Ross criticises Garda Commissioner's attitude at PAC

Friday 24 January 2014 21.49
Martin Callinan said he has the height of respect for the Public Accounts Committee
Martin Callinan said he has the height of respect for the Public Accounts Committee

A member of the Dáil Public Accounts Committee has described as "almost disdainful" the attitude of the Garda Commissioner during his appearance before the committee yesterday.

Independent TD Shane Ross said he thought it was "extraordinary" that Martin Callinan said the committee was not the platform through which whistleblowers should give information.

Speaking on RTÉ's Morning Ireland, Mr Ross said: "He was almost disdainful of the Public Accounts Committee, which is after all a democratic forum.

"He then went on to say that they [whistleblowers] should be dealt with by me, myself - meaning that he was important enough to do it, but not us.

"He went on to talk about being usurped by subordinates, which was an extraordinary phrase to use - again regarding his 'subordinates', as he calls them, as being second class citizens when they have every right to express a view, an opinion, and give evidence in public."

In response, Mr Callinan said this afternoon that he has the height of respect for the PAC and that it does extremely important work.

He said he does not want to do anything to hamper that situation, but he said he has to watch his own back yard.

Mr Callinan said he intends to be as transparent as he has to be in providing information to the committee.

Yesterday, Mr Callinan said speaking at the PAC was not the proper forum for gardaí to make serious or criminal accusations against colleagues.

He said using that platform to discuss such matters would have an adverse effect on discipline within the force.

The commissioner confirmed that he would be taking legal advice over the proposed appearances of two garda whistleblowers at the committee next week.

PAC Chairman John McGuinness has said a number of politicians have suggested caution in relation to the appearance of a whistleblower before the committee next week.

Mr McGuinness said PAC is above politics and it does not want interference from any political party.

He said it has invited the whisteblower to appear before it on foot of his correspondence and it will be cautious and act within its remit.

Mr McGuinness said members had yet to decide it they will hear the whistleblower's evidence in private or public.

Minister for Communications Pat Rabbitte has said Mr Callinan is the accounting officer and is therefore accountable to PAC for the spending or wasting of money in the force.

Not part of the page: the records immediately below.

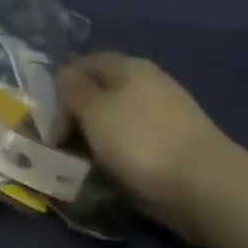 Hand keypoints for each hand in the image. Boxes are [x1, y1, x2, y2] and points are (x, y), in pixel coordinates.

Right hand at [58, 52, 231, 241]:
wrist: (202, 184)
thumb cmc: (139, 139)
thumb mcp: (94, 110)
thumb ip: (73, 90)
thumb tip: (63, 76)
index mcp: (129, 67)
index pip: (85, 63)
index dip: (61, 85)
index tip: (45, 115)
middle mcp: (147, 85)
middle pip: (100, 94)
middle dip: (74, 117)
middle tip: (56, 144)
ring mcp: (162, 118)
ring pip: (114, 123)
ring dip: (93, 141)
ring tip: (76, 164)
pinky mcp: (170, 148)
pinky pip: (131, 147)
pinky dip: (114, 158)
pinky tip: (104, 176)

In relation to other witnesses attending, he said: "If a committee is satisfied that they have a credible witness, then it seems to me they are perfectly entitled to question him so long as he doesn't reflect on the character of colleagues who are not there to defend themselves."

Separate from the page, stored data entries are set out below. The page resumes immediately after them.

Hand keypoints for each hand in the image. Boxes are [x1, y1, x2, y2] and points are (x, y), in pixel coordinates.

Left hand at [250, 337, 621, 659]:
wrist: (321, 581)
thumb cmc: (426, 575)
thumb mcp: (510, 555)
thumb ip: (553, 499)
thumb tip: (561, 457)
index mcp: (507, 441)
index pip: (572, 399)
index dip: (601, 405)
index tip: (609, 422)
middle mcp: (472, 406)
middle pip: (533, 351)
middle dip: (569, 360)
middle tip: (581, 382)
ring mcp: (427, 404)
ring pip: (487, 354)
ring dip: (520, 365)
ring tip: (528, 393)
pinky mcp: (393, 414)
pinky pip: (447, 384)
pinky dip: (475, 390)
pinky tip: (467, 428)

Chief executive of Transparency International Ireland (TII) John Devitt said Mr Callinan appeared to be "flouting his own regulations" in regard to whistleblowers.

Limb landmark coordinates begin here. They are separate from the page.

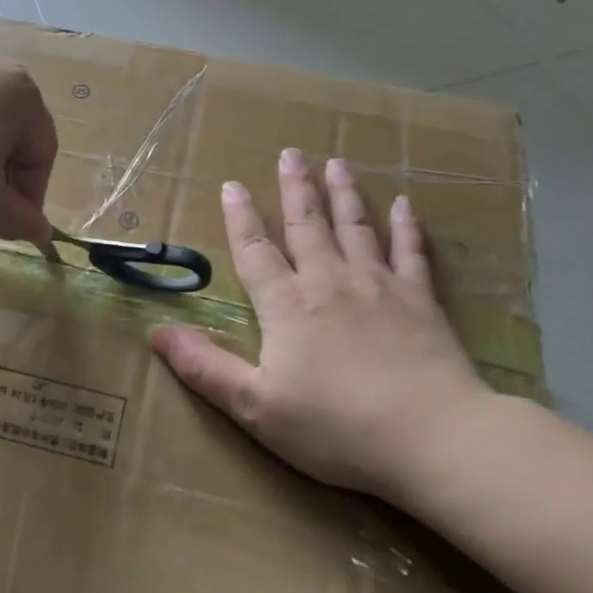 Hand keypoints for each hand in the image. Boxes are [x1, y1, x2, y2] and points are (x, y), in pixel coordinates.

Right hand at [152, 148, 489, 499]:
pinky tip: (405, 203)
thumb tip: (157, 333)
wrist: (434, 439)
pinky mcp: (421, 302)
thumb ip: (205, 367)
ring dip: (344, 193)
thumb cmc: (336, 428)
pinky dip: (407, 226)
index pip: (256, 251)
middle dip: (295, 188)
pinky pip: (411, 252)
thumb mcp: (255, 407)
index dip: (240, 218)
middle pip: (307, 226)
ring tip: (335, 162)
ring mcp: (379, 288)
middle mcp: (330, 283)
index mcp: (287, 307)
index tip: (232, 184)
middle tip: (290, 153)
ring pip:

Mr Devitt said that under regulations introduced in 2007 to prevent any reprisals or threat of disciplinary action against whistleblowers, the two gardaí who wanted to give evidence about the penalty points system to the PAC were entitled to protection.

Speaking on Morning Ireland, Mr Devitt reiterated TII's call for the whistleblowers to be protected, as they had made the information available in a lawful and responsible manner.

He said: "We've called on the Garda Commissioner to withdraw his comments and to withdraw any threat of disciplinary action against Maurice McCabe (the serving garda sergeant).

"He's legally entitled to report his concerns to members of the Oireachtas, including members of the Public Accounts Committee, under the Garda Act 2005."

Transparency International Ireland is the Irish chapter of a worldwide movement against corruption.

Mr Devitt said that while the Garda Commissioner might feel "betrayed", the loyalty of gardaí was to those they served - the public.

Independent TD Clare Daly accused Mr Callinan of trying to minimise the seriousness and systemic nature of what she described as the culture of terminating fixed charge notices.

Ms Daly said during his appearance before the PAC, the commissioner had used the platform to warn any other gardaí who might be interested in whistleblowing.

Speaking on RTÉ's Today with Sean O'Rourke, she said he had gone on "a major attack" on the two whistleblowers who had come forward with allegations about the penalty points system.

She also said it would be very regrettable if the Garda Commissioner took legal action to prevent the committee from hearing evidence from the two whistleblowers.